How do factors related to geography (space/region), politics (power/dominations), economics (money/profit), institutions, culture, and/or the environment play a role in Parker's analysis of the role of the US in the reading?
As mentioned in class with the Parker reading on oil companies, the industrial location and profit is key when it comes to corporate America to have a booming business. No matter how harmful or dangerous the location is, having an oil company that can make an industry money, will always prevail over the safety of its civilians. Just marking territory in other countries, even, and claiming it as their own is a top priority for the corporation. They’re taking advantage of the post war Saudi Arabian community by benefiting themselves and their business.
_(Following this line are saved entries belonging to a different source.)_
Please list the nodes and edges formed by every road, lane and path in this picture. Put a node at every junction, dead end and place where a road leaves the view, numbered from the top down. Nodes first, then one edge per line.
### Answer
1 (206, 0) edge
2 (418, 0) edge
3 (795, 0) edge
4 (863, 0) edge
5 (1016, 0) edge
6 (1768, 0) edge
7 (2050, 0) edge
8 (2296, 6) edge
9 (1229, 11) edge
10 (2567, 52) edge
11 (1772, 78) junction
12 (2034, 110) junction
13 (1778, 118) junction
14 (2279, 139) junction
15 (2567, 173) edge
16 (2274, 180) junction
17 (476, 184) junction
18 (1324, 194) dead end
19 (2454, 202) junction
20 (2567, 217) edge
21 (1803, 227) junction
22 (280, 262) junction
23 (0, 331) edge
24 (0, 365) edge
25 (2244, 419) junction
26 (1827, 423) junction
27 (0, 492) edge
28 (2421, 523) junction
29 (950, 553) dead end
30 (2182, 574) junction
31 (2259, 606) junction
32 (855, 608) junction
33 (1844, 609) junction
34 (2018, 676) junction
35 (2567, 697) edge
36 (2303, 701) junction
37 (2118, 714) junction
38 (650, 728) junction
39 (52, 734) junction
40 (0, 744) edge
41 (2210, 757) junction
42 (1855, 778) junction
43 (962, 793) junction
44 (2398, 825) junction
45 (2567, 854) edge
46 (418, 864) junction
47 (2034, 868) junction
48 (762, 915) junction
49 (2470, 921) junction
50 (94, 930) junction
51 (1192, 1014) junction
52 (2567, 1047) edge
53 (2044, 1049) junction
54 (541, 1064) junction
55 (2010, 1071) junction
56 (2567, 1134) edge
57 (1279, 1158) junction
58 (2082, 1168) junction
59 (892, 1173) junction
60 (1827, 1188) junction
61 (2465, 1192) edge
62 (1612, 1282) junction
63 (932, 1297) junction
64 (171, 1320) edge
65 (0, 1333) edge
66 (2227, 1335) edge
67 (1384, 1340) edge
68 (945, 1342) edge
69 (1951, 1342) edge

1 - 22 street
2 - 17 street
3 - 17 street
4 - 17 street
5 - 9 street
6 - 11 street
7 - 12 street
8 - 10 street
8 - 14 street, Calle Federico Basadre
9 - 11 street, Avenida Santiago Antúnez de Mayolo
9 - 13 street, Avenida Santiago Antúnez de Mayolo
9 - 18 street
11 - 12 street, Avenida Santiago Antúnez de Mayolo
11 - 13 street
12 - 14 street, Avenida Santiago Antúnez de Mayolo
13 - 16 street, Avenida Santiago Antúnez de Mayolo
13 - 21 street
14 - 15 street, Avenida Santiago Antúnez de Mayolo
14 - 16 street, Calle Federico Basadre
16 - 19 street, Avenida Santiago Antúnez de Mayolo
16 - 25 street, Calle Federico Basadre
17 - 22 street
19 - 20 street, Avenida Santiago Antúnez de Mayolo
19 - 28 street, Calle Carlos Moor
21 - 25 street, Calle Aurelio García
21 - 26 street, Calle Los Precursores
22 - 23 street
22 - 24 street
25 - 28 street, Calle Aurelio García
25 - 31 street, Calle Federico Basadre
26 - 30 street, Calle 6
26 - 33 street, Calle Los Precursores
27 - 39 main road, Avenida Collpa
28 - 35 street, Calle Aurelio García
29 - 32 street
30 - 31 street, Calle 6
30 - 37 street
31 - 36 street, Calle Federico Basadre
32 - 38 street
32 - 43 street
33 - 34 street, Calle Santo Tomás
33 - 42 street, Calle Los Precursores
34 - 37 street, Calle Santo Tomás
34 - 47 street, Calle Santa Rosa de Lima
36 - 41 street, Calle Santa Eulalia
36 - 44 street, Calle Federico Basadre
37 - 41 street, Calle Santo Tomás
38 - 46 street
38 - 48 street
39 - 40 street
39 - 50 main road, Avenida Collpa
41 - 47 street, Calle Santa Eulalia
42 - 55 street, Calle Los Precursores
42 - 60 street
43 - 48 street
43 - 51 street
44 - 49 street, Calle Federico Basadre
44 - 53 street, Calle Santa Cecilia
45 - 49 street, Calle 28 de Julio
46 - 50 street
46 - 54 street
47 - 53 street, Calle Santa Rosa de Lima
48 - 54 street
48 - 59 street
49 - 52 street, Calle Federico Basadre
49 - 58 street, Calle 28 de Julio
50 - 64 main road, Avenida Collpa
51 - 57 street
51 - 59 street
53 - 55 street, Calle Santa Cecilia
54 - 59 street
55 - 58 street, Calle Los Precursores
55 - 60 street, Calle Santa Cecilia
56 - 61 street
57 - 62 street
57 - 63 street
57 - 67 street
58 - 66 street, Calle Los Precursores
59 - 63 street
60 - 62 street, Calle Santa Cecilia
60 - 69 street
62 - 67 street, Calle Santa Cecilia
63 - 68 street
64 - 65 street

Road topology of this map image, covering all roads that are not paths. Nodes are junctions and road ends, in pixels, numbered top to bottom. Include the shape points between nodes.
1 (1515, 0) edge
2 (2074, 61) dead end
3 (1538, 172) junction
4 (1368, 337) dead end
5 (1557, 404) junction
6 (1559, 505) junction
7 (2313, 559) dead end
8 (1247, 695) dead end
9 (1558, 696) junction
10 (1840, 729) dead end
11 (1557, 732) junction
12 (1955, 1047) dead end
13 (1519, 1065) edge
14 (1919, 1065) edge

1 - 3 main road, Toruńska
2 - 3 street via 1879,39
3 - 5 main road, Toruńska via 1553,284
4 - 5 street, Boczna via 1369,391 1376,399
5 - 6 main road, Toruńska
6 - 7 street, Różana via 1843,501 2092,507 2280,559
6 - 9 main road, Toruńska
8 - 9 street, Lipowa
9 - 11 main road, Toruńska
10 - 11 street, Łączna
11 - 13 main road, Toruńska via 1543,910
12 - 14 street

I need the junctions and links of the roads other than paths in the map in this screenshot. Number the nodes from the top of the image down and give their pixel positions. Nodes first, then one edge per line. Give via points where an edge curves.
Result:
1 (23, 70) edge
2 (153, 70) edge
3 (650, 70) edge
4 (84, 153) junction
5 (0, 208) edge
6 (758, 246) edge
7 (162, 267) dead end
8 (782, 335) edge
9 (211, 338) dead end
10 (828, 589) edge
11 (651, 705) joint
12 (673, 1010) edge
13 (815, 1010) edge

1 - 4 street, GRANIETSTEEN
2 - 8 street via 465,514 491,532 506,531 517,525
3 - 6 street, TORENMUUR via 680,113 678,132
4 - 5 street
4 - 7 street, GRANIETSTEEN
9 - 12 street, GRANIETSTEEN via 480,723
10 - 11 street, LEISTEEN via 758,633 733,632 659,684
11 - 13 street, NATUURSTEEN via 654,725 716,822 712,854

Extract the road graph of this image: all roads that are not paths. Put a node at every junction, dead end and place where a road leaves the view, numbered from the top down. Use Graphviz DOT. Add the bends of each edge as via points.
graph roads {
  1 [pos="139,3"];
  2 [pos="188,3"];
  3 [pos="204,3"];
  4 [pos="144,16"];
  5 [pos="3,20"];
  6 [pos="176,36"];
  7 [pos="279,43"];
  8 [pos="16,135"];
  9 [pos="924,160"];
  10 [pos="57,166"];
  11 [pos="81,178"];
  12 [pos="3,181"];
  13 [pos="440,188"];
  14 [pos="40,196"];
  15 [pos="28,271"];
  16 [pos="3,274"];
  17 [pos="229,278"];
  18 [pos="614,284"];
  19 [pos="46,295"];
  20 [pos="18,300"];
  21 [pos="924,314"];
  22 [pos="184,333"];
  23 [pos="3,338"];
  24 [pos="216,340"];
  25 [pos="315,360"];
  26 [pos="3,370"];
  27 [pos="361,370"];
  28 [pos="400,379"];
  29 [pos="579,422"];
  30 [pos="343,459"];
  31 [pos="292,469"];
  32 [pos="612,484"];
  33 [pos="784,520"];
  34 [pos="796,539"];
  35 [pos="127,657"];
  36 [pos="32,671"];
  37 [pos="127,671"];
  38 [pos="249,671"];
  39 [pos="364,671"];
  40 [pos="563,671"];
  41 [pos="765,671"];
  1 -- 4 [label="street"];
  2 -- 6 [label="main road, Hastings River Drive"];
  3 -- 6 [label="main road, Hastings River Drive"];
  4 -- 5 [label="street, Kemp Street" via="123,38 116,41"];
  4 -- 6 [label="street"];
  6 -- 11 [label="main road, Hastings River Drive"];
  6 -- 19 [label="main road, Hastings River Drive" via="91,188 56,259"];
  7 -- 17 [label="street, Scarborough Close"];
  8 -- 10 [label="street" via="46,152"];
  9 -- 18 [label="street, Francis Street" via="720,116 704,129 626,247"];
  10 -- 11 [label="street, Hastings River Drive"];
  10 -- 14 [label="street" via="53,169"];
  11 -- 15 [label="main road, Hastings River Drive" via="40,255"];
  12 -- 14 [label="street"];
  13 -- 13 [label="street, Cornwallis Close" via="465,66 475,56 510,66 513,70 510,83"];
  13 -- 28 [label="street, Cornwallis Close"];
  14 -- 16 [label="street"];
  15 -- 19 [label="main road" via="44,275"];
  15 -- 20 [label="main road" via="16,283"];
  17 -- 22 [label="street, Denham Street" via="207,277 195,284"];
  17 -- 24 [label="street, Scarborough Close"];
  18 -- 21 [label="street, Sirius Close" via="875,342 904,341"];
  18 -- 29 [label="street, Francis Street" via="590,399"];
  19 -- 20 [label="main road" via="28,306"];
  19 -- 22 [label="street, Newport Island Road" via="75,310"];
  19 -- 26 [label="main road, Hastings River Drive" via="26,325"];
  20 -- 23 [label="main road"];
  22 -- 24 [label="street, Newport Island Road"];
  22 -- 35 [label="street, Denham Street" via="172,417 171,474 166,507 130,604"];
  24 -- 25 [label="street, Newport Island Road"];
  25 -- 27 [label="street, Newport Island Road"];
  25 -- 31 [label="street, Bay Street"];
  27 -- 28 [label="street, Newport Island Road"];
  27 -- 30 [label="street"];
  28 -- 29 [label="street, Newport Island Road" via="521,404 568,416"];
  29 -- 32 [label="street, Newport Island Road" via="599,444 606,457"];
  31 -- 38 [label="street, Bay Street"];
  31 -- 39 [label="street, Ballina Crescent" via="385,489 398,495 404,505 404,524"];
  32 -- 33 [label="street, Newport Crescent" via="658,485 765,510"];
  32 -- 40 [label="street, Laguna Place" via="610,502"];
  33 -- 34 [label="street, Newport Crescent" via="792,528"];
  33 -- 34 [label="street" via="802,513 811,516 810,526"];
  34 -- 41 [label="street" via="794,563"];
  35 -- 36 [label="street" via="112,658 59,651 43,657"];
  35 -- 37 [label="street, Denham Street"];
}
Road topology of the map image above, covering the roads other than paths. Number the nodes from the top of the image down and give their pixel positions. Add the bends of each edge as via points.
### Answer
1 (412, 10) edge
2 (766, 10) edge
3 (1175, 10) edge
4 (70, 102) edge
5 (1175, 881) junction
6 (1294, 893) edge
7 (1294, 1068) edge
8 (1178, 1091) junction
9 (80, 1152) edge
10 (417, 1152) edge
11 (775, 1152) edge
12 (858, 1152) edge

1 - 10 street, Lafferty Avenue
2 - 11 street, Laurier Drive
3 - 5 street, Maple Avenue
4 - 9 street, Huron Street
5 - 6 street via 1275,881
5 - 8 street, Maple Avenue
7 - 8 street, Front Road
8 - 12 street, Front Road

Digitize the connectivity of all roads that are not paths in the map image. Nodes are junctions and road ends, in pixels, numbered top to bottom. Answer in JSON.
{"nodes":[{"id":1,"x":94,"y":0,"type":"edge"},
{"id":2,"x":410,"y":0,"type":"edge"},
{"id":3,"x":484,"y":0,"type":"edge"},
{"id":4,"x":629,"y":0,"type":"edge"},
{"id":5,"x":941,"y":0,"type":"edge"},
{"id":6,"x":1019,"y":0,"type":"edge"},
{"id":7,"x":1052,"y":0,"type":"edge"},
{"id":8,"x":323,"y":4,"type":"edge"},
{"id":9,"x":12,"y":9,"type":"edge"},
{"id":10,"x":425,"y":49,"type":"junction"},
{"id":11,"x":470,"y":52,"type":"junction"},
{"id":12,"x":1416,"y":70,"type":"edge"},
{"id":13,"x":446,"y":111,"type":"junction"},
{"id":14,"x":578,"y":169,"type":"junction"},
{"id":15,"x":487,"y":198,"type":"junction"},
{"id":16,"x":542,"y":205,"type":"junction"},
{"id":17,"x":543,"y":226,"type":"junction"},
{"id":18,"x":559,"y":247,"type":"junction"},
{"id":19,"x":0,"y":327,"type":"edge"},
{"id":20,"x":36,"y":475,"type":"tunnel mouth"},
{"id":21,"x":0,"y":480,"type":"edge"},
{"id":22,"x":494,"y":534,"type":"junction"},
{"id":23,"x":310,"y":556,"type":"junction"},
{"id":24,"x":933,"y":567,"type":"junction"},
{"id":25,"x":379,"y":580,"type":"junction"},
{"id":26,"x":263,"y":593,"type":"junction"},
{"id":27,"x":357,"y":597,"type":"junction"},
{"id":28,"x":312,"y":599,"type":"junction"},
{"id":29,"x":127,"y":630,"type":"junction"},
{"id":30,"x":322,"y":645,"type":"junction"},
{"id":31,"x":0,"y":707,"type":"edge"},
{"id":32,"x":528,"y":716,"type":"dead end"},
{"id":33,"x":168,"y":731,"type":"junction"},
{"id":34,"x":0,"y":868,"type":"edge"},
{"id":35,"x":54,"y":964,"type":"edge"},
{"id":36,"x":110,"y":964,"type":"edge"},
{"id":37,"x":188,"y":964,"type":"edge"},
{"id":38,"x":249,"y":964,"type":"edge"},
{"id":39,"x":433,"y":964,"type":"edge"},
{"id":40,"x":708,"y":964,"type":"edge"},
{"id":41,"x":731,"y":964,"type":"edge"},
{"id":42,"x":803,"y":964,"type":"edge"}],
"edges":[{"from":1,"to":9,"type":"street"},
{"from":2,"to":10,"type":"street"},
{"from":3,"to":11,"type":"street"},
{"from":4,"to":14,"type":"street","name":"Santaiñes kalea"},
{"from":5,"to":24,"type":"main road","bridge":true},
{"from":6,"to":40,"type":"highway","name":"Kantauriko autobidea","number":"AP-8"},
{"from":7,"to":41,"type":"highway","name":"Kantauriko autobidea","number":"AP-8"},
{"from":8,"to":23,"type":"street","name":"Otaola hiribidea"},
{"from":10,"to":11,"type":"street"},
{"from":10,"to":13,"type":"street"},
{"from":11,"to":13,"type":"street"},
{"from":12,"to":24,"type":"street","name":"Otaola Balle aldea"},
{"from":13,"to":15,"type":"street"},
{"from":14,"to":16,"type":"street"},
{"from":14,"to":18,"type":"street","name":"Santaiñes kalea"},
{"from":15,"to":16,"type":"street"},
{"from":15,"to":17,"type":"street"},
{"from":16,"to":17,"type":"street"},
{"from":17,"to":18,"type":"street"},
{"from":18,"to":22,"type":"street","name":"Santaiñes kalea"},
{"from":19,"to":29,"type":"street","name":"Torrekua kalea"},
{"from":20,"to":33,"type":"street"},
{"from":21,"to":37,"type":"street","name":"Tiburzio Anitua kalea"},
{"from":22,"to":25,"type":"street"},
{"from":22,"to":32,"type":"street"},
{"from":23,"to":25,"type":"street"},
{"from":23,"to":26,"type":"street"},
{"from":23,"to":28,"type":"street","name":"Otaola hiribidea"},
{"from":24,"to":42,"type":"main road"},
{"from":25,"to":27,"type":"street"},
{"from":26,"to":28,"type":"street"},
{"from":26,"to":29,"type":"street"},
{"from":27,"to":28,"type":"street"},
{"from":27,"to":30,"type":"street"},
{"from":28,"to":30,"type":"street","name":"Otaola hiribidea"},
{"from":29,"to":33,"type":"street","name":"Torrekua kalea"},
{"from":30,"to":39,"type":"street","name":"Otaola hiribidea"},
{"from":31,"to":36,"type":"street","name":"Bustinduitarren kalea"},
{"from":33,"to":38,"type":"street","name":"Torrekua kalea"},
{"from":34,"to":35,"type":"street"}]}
By any means necessary, these companies will advertise themselves as beneficial as talked about in Parker’s article, they want a placeholder for their oil companies and pass themselves off as a partnership. The more places they can reach, the better. This yields to more recognition, power, money and culture takeover. In regards to politics, the power complex of the government and their partnership with giant corporations is to make themselves more marketable just to be seen and perceived as far more superior than competing companies and countries of the like. For example, the US vs Britain’s oil companies compete over where they are and how much revenue they can make over the other as a way to claim dominance. For the economics side just owning the property in wherever place will give them money, say if citizens in that area wanted to simply live, as in live near that area of their factories and industries, they likely have to pay them money for subsequently being on their property and using up any land that otherwise could be theirs to expand.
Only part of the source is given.